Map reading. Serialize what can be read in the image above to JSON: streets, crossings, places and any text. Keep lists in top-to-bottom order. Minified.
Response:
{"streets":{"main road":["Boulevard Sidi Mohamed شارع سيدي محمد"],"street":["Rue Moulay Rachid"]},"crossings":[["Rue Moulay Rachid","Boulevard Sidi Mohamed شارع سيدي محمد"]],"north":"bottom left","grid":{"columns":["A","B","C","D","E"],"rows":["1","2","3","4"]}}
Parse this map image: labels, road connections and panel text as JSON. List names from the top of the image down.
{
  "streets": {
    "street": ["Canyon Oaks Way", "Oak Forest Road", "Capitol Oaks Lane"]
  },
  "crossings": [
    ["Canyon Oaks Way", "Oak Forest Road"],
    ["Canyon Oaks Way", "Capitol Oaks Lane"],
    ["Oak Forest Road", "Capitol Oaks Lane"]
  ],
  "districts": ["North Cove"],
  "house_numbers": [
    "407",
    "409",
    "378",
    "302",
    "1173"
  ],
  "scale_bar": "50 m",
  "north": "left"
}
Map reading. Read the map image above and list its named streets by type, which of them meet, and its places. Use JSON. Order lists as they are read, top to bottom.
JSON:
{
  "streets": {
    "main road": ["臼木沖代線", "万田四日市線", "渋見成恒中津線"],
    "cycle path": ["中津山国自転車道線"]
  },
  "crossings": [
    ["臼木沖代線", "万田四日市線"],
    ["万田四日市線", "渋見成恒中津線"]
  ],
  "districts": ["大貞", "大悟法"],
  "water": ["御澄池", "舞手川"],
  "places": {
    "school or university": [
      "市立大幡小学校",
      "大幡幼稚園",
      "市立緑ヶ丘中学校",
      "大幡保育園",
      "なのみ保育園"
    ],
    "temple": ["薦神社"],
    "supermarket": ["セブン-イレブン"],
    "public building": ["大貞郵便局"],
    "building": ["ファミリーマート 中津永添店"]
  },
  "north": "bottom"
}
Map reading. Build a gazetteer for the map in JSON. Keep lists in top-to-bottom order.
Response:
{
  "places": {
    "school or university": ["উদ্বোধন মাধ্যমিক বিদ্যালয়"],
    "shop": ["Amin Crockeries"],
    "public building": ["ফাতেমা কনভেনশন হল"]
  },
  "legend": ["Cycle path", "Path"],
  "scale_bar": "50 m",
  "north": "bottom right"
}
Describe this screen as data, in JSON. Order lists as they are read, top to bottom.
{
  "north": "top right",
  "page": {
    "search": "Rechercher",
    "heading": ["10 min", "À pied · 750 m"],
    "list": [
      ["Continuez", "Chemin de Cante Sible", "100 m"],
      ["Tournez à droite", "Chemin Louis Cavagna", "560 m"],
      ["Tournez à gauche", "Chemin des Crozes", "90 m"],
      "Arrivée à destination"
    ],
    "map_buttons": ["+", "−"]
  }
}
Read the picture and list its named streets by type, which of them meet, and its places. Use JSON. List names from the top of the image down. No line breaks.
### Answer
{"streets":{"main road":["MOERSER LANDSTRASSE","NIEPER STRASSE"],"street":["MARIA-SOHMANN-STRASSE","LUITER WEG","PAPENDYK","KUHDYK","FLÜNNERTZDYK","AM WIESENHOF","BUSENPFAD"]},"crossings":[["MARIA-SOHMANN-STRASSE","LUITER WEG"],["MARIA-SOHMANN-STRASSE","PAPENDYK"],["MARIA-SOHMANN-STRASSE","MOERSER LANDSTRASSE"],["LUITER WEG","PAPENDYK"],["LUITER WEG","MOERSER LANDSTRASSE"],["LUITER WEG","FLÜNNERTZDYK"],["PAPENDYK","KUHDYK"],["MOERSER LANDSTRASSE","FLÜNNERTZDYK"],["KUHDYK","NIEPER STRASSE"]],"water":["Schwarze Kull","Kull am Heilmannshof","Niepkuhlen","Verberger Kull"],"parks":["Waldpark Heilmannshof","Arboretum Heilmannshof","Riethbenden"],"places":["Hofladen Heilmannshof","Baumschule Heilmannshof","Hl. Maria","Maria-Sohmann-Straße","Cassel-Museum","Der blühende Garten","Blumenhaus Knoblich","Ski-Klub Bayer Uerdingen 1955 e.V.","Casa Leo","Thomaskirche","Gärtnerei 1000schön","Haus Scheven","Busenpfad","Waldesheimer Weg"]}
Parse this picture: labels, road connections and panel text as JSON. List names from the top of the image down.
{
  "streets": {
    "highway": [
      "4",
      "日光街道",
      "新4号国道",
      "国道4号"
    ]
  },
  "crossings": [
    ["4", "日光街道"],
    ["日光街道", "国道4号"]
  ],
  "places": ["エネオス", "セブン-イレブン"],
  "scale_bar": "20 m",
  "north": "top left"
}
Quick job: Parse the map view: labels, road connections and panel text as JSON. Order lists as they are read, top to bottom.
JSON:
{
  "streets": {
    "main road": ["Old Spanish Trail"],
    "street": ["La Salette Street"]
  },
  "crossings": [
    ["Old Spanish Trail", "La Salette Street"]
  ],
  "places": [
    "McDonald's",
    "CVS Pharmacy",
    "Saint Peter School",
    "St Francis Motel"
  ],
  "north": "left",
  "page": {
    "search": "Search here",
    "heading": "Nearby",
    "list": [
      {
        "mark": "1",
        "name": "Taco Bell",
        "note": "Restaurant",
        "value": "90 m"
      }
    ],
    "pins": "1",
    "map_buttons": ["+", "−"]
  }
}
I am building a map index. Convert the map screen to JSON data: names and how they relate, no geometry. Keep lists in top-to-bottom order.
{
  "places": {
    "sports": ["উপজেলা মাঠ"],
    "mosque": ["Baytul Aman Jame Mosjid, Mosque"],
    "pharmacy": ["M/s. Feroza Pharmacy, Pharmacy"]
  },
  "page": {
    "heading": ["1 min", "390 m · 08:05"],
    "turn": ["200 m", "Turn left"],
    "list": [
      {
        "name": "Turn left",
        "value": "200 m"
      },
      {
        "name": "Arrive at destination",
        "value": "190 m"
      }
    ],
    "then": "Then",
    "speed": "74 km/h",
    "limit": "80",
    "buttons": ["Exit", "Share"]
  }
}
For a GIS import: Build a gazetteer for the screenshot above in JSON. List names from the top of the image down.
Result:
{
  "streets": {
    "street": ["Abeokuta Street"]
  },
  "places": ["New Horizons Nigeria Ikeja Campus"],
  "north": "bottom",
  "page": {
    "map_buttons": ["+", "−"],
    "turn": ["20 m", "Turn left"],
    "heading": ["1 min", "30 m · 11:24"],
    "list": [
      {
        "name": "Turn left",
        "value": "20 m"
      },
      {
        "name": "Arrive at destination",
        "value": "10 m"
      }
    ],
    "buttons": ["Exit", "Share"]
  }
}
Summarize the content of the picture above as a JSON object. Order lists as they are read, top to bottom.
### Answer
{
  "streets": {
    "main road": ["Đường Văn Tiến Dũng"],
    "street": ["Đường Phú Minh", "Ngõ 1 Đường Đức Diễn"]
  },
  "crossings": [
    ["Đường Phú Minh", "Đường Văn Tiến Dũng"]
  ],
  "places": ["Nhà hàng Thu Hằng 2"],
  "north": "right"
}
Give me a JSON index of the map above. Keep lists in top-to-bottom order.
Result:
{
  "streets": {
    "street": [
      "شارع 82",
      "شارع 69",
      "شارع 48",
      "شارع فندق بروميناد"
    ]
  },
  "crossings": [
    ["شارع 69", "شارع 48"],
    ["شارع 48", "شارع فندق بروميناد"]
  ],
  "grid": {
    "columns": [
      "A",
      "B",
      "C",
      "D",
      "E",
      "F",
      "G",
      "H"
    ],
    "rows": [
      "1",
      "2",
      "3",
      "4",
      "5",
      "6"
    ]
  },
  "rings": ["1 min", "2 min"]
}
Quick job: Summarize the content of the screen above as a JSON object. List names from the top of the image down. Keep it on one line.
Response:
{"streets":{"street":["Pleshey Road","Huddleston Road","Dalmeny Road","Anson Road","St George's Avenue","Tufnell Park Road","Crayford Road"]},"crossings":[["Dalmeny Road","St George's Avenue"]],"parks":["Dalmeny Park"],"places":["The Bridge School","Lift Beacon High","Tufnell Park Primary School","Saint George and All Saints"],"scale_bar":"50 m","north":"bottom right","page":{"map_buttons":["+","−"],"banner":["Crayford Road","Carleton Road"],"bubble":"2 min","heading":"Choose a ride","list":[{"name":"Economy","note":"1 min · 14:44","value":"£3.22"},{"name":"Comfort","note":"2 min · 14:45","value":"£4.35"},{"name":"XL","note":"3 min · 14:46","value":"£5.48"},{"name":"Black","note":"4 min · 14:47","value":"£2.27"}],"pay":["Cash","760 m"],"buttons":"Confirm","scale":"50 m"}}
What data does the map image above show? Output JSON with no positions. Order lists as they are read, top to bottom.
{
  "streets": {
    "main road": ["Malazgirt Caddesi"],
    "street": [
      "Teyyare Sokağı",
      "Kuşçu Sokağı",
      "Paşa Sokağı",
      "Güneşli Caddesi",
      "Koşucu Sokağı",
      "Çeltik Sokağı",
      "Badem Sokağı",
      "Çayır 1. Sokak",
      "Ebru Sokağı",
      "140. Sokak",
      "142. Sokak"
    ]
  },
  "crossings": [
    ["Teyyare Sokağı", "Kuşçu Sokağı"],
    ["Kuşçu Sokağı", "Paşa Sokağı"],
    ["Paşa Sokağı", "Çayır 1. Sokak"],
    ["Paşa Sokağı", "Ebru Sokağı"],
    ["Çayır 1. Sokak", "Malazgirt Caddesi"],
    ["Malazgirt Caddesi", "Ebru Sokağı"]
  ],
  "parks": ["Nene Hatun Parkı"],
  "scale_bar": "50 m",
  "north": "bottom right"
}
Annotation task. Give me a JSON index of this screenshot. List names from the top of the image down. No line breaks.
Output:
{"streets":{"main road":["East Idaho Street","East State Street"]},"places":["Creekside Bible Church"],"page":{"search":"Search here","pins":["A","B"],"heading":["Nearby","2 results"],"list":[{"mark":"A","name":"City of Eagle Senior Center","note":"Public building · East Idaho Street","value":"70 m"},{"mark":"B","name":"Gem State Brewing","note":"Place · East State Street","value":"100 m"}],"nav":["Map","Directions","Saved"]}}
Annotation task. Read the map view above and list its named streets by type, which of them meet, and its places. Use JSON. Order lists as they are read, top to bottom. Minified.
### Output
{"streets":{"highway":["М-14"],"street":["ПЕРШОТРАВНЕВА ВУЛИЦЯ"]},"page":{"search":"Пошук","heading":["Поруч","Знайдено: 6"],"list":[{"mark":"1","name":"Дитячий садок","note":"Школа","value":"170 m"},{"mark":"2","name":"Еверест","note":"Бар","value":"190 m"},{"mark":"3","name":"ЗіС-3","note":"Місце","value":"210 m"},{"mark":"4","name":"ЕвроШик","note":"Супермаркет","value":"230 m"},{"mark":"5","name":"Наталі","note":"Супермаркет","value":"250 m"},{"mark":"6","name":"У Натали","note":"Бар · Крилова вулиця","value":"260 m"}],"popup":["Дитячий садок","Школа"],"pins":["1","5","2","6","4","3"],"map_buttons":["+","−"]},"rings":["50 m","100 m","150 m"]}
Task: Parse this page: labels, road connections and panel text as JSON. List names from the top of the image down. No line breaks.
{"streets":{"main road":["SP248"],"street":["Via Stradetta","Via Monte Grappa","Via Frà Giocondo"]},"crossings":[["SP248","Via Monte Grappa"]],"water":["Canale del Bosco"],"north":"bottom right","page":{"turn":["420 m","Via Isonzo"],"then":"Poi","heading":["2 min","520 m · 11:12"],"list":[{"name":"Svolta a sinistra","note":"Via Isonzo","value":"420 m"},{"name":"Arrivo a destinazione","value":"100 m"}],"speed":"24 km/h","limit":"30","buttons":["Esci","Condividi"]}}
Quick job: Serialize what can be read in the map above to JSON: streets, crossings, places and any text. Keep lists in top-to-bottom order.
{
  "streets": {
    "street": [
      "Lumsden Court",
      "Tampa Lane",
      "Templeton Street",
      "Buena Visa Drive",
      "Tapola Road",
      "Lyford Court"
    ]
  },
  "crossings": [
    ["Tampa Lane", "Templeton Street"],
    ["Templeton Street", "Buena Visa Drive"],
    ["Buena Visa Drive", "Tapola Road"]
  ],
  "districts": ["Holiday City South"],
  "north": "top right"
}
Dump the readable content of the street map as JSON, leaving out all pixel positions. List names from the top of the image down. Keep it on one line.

───

Return all lines from the entries that contain the string "meet".

* _Written reply_
Map reading. Read the map image above and list its named streets by type, which of them meet, and its places. Use JSON. Order lists as they are read, top to bottom.
Read the picture and list its named streets by type, which of them meet, and its places. Use JSON. List names from the top of the image down. No line breaks.
Annotation task. Read the map view above and list its named streets by type, which of them meet, and its places. Use JSON. Order lists as they are read, top to bottom. Minified.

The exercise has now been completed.